It does not seem like the "seeds of life" were planted much in advance of the creation of the lamps.

In the chapter “Of The Beginning of Days” we get this sequence:
_____________________________
_‘…Melkor fled…and forsook Arda…’
‘In that time the Valar brought order to the seas and the lands and the mountains, and Yavanna planted at last *the seeds that she had long devised*.’
‘…Aule…wrought two mighty lamps…’
‘Then the seeds began swiftly to sprout…’
‘And beasts came forth…’
‘As yet no flower had bloomed nor any bird had sung, *for these things waited still their time in the bosom of Yavanna;* but wealth there was of her imagining…’_
_____________________________
So, I think the first sentence of yours matches the text the closest:
(turning your question into a statement):
These organisms were conceptualized as ideas via. Music, and then manifested/given life during the Spring.

These are very interesting questions.


----------



## hamstar (Nov 20, 2022)

Eljorahir said:


> _‘As yet no flower had bloomed nor any bird had sung, *for these things waited still their time in the bosom of Yavanna;* but wealth there was of her imagining…’_


That almost does sound a bit like how the pre-made dwarves worked, but instead of being stored in boxes deep underground, Yavanna herself carries them. Unless Yavanna is a giantess, or else she uses the word 'bosom' very loosely, I assume this to be an abstract concept of storage. That could still mean most fauna exist as just 'ideas', but it may mean something more literal. Maybe this a reverse concept of creation, whereby spirits (fëa) are made first (maybe as the blueprints of each creature?), and then their physical forms (hröa) are instantiated into the world, when the time is right. One assumes if Sauron, a high level maiar, can readily 'store' his significant spirit inside a tiny artifact for most an age, keeping a repository of assorted minor critter spirits on hand for a primordial goddess may not be a stretch.

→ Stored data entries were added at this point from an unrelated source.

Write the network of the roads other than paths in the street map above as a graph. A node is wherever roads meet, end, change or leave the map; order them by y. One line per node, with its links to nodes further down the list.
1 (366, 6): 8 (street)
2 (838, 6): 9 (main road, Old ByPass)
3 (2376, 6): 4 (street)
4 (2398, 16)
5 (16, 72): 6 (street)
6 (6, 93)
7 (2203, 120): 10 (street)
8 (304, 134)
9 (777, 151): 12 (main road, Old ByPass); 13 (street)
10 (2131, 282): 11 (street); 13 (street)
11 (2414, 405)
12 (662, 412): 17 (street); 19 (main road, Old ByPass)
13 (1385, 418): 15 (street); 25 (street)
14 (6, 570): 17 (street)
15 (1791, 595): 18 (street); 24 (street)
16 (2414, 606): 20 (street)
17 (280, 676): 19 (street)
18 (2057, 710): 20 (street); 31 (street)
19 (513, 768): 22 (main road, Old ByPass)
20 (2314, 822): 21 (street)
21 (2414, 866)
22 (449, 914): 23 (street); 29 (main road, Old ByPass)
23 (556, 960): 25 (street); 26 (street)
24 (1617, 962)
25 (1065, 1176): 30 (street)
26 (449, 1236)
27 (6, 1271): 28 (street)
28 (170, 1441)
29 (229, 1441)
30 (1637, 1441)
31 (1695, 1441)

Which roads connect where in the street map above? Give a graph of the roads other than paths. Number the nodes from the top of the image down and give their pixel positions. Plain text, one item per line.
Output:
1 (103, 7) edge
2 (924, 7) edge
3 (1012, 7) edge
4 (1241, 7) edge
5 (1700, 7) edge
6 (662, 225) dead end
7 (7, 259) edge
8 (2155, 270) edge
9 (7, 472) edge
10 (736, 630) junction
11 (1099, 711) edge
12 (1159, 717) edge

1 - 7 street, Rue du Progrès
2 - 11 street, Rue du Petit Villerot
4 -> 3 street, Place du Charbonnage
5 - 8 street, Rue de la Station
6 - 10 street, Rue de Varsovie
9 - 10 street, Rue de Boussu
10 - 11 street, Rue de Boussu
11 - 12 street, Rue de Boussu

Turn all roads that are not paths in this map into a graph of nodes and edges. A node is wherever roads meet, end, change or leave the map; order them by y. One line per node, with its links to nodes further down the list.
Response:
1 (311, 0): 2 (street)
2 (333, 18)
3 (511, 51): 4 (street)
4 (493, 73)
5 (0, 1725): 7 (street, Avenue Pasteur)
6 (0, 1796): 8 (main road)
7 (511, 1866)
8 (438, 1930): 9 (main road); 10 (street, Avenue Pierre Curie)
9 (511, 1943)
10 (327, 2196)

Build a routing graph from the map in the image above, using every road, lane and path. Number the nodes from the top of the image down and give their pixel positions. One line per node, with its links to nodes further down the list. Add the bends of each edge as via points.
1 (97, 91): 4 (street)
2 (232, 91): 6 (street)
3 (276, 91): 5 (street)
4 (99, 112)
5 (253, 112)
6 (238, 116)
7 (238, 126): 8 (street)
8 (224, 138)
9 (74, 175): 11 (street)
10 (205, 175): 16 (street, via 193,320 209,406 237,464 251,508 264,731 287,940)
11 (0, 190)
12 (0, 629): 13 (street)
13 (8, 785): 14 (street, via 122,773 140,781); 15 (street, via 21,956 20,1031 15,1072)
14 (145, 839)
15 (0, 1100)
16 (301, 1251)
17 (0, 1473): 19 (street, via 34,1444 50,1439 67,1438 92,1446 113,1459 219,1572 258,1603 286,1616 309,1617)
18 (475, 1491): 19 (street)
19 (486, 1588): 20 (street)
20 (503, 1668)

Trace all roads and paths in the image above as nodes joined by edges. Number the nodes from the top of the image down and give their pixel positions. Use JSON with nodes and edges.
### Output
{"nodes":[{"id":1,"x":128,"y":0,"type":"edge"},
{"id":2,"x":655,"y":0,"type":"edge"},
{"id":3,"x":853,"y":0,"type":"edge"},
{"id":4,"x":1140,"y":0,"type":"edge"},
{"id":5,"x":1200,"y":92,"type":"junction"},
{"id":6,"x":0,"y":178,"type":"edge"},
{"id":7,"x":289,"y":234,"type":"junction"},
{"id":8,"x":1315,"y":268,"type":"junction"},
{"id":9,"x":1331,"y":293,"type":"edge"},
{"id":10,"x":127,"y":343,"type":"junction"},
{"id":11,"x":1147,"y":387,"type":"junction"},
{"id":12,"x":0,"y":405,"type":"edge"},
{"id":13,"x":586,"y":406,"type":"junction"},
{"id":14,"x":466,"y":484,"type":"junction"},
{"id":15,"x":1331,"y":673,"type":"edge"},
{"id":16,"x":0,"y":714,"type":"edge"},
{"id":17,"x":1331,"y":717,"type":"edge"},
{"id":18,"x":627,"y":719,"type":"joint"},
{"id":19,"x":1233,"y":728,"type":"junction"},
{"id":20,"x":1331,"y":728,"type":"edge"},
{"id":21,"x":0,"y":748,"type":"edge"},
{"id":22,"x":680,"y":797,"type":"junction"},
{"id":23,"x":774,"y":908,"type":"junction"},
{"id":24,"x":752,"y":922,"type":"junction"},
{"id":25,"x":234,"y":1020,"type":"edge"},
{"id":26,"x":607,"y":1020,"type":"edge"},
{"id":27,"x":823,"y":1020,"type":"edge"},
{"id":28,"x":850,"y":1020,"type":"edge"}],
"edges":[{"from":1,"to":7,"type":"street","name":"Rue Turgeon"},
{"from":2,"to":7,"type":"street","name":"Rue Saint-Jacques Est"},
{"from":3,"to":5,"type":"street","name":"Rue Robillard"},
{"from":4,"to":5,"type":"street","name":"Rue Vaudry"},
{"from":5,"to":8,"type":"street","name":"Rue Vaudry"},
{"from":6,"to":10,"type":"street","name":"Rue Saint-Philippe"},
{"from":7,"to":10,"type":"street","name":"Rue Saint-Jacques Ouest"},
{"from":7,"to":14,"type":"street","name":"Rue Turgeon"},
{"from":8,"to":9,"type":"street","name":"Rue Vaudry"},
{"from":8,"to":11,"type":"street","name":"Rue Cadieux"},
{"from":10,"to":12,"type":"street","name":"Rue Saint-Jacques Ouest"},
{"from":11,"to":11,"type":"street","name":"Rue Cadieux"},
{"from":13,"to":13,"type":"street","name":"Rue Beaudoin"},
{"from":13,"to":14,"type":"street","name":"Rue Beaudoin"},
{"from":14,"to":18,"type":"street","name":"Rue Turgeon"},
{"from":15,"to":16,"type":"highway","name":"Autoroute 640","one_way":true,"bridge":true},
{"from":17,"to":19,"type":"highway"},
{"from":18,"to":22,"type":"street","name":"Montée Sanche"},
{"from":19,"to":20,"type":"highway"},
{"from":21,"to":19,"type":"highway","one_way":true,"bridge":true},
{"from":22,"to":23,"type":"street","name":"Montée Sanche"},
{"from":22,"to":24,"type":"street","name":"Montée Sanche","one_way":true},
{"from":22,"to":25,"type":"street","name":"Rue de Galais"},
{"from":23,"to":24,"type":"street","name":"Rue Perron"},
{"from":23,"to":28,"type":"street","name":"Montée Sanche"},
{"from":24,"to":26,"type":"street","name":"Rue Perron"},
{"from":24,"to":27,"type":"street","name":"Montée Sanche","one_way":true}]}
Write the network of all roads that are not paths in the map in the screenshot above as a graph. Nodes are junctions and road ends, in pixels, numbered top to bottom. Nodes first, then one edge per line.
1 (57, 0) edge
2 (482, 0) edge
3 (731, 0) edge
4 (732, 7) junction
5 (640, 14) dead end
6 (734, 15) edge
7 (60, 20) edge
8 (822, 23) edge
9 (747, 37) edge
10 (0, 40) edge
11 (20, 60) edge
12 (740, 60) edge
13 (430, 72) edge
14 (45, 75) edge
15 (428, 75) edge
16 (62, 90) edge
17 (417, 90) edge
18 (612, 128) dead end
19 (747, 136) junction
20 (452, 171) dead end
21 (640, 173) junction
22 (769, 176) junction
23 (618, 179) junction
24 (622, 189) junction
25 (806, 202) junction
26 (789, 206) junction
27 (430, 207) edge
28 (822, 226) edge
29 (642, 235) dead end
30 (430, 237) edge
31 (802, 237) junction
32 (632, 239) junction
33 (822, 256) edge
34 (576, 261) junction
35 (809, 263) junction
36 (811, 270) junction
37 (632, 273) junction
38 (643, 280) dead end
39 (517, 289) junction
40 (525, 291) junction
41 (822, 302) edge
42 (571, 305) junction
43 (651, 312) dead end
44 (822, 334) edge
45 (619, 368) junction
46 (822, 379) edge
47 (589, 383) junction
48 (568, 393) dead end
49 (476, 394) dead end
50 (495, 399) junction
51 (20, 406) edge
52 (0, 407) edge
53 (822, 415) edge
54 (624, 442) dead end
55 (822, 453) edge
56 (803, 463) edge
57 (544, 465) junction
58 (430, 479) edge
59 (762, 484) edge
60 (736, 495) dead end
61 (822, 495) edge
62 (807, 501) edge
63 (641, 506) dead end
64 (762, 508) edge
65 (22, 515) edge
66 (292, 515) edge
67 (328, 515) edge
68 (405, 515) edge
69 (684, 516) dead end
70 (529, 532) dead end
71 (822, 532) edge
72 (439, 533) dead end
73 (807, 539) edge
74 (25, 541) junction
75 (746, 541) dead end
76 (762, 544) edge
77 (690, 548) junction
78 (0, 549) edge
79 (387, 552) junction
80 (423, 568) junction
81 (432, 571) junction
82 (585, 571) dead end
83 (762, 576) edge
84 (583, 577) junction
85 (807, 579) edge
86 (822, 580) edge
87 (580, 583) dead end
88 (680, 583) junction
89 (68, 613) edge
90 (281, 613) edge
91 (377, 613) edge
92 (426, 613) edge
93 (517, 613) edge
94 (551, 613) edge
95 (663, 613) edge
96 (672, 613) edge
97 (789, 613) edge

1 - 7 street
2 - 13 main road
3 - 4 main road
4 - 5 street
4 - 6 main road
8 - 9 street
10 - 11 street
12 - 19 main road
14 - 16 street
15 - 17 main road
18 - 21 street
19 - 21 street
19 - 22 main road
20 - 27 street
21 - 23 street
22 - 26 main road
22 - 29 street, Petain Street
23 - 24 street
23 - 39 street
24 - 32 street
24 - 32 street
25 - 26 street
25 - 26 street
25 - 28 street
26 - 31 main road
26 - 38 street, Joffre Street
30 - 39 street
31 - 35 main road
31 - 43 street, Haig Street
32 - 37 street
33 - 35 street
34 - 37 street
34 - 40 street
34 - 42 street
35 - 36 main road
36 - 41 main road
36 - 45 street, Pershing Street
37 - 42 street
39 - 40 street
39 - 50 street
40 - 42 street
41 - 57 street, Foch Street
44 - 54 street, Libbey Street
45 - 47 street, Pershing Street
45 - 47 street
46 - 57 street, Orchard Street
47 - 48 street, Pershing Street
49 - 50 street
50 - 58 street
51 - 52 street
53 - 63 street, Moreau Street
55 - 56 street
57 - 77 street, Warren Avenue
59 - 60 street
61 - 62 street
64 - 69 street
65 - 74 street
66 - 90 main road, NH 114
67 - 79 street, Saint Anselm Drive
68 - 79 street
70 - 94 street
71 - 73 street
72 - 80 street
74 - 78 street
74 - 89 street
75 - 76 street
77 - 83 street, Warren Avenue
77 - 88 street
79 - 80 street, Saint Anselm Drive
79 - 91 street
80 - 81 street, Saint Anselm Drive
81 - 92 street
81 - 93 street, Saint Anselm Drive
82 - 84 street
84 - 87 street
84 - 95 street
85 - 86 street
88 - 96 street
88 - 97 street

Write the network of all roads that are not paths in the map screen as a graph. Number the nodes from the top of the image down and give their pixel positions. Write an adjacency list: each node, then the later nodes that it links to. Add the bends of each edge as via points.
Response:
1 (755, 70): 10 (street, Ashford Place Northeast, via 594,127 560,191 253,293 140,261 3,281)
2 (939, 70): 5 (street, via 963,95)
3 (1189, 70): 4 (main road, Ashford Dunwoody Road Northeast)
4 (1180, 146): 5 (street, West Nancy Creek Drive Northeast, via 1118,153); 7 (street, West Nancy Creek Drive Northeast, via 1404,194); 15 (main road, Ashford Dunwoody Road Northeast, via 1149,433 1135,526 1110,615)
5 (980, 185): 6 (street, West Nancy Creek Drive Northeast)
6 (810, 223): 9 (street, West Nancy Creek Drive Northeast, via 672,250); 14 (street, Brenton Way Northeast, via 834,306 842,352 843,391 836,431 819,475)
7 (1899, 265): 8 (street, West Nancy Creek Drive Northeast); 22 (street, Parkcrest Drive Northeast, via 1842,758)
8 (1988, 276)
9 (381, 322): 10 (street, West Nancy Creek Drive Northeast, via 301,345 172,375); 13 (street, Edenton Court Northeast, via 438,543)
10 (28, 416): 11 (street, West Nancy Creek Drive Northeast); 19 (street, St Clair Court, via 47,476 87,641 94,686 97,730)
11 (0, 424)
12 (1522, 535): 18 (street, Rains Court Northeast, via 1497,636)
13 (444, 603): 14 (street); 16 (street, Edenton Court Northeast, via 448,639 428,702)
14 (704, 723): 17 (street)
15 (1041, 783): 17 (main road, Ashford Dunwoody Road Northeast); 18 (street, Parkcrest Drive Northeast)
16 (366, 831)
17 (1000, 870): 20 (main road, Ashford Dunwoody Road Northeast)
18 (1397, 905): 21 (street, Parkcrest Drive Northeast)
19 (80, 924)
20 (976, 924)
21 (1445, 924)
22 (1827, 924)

I suppose that could mean the Flame was allocated in advance of the Spring, which once more sets the initial argument for this theory back to square one.


----------



## Eljorahir (Nov 21, 2022)

hamstar said:


> Maybe this a reverse concept of creation, whereby spirits (fëa) are made first (maybe as the blueprints of each creature?


I'm not an expert on "fea", only having been introduced to the word on this forum. However, with a little google searching I'm finding that in Tolkien's world animals don't have spirits/souls/fea. Fea is the soul of The Children of Iluvatar. Is this contrary to your understanding?


----------



## Elbereth Vala Varda (Nov 21, 2022)

Eljorahir said:


> I'm finding that in Tolkien's world animals don't have spirits/souls/fea. Fea is the soul of The Children of Iluvatar.


Yes. That is right.


_*fëa,*_ _*fëar*_) is the Quenya word for "soul, indwelling spirit of an incarnate being". The union of fea and hroa was the essential characteristic of the Incarnates. The _fëar_ were sent into Ea directly by Iluvatar; and unlike the _hröa_, they are indestructible and unable to be dominated by any force within Eä, unless they give consent. The Sindarin equivalent is _*fae.*_

The word _fëar_ is only used in reference to souls whose natural state is to be incarnated; those spirits that do not require a _hröa_ in order to be complete are called _ealar_ ("beings").

_Fëar_ were sent to inhabit the Ents. Unbodied _fëar_, could be controlled by necromancy in all theoretical sense.


----------



## hamstar (Dec 16, 2022)

Eljorahir said:


> I'm not an expert on "fea", only having been introduced to the word on this forum. However, with a little google searching I'm finding that in Tolkien's world animals don't have spirits/souls/fea. Fea is the soul of The Children of Iluvatar. Is this contrary to your understanding?


Yes. I might have misunderstood.

This does beg the question of why Aulë's dwarves weren't able to move at all until Eru gave them the flame, though. Edit: To clarify, if Aulë used means comparable to Yavanna's for making his own life forms, shouldn't they have behaved at least as if like feral beasts?


----------